(Stored dataset items)
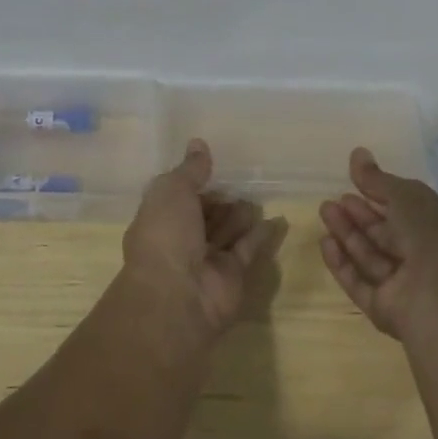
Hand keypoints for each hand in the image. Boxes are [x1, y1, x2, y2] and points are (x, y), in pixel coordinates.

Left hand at [122, 139, 286, 339]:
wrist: (177, 296)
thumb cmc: (166, 235)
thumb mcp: (172, 190)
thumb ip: (190, 169)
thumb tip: (198, 143)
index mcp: (159, 218)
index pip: (178, 195)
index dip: (194, 181)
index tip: (215, 164)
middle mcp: (181, 239)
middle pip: (203, 214)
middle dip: (220, 199)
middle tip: (243, 179)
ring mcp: (207, 259)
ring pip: (226, 231)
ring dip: (240, 214)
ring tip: (258, 194)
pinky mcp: (232, 274)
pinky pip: (248, 248)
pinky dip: (261, 234)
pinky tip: (278, 218)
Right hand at [318, 148, 437, 343]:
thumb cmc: (434, 241)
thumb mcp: (409, 198)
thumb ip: (379, 179)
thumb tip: (357, 154)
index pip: (411, 211)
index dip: (384, 196)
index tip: (356, 181)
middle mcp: (428, 262)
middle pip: (388, 235)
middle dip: (361, 215)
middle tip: (334, 198)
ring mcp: (407, 289)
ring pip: (371, 257)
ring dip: (348, 233)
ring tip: (324, 210)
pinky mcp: (386, 310)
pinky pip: (360, 283)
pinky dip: (342, 263)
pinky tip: (325, 243)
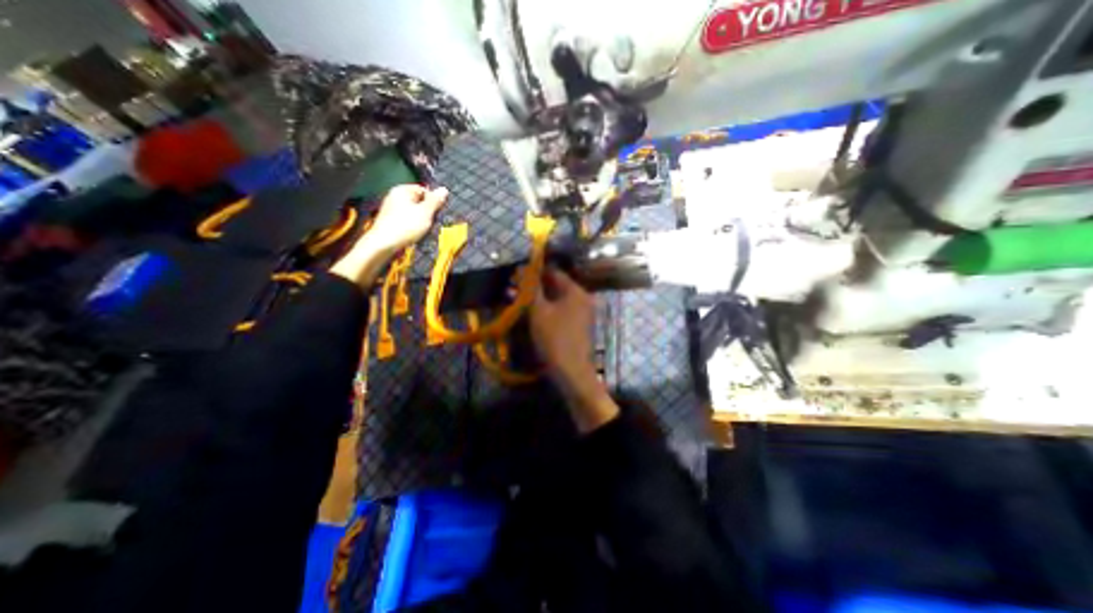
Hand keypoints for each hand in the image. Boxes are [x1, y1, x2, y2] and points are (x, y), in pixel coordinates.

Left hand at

» Problem description: Once the line with "ring mcp: (207, 259)" is found in the records above, print exactly that line and every line after it through the line with "pinky pip: (360, 283)".

» Answer space:
ring mcp: (207, 259)
ring pip: (226, 231)
ring dip: (240, 214)
ring tip: (258, 194)
pinky mcp: (232, 274)
pinky pip: (248, 248)
pinky dip: (261, 234)
pinky tip: (278, 218)
Right hand at [318, 148, 437, 343]:
thumb cmc: (434, 241)
thumb mcp: (409, 198)
thumb ip: (379, 179)
thumb tip: (357, 154)
index pip: (411, 211)
index dip: (384, 196)
index tip: (356, 181)
middle mcp: (428, 262)
middle pip: (388, 235)
middle dip: (361, 215)
middle tip: (334, 198)
ring mcp: (407, 289)
ring pip: (371, 257)
ring dip: (348, 233)
ring tip: (324, 210)
pinky mcp: (386, 310)
pinky pip: (360, 283)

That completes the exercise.